The records that follow are to be reproduced verbatim.

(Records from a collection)

___

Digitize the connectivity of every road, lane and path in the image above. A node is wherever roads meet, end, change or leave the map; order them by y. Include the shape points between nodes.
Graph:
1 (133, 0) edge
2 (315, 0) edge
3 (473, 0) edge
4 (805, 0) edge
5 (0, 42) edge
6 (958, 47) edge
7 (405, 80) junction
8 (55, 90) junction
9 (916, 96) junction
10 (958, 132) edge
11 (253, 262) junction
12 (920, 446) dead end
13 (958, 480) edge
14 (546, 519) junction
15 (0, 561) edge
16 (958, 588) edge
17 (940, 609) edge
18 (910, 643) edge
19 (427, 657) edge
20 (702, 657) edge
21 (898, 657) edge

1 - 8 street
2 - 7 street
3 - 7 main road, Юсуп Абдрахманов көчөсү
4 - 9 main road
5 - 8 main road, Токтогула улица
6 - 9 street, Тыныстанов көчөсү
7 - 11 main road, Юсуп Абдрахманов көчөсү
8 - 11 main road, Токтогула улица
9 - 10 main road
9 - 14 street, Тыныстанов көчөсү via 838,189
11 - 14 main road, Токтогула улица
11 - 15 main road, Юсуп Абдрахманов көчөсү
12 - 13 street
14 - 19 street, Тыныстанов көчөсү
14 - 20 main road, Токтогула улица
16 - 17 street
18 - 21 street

___

RESULT OF THIS TASK.
Digitize the connectivity of every road, lane and path in the image above. A node is wherever roads meet, end, change or leave the map; order them by y. Include the shape points between nodes.
Graph:
1 (133, 0) edge
2 (315, 0) edge
3 (473, 0) edge
4 (805, 0) edge
5 (0, 42) edge
6 (958, 47) edge
7 (405, 80) junction
8 (55, 90) junction
9 (916, 96) junction
10 (958, 132) edge
11 (253, 262) junction
12 (920, 446) dead end
13 (958, 480) edge
14 (546, 519) junction
15 (0, 561) edge
16 (958, 588) edge
17 (940, 609) edge
18 (910, 643) edge
19 (427, 657) edge
20 (702, 657) edge
21 (898, 657) edge

1 - 8 street
2 - 7 street
3 - 7 main road, Юсуп Абдрахманов көчөсү
4 - 9 main road
5 - 8 main road, Токтогула улица
6 - 9 street, Тыныстанов көчөсү
7 - 11 main road, Юсуп Абдрахманов көчөсү
8 - 11 main road, Токтогула улица
9 - 10 main road
9 - 14 street, Тыныстанов көчөсү via 838,189
11 - 14 main road, Токтогула улица
11 - 15 main road, Юсуп Абдрахманов көчөсү
12 - 13 street
14 - 19 street, Тыныстанов көчөсү
14 - 20 main road, Токтогула улица
16 - 17 street
18 - 21 street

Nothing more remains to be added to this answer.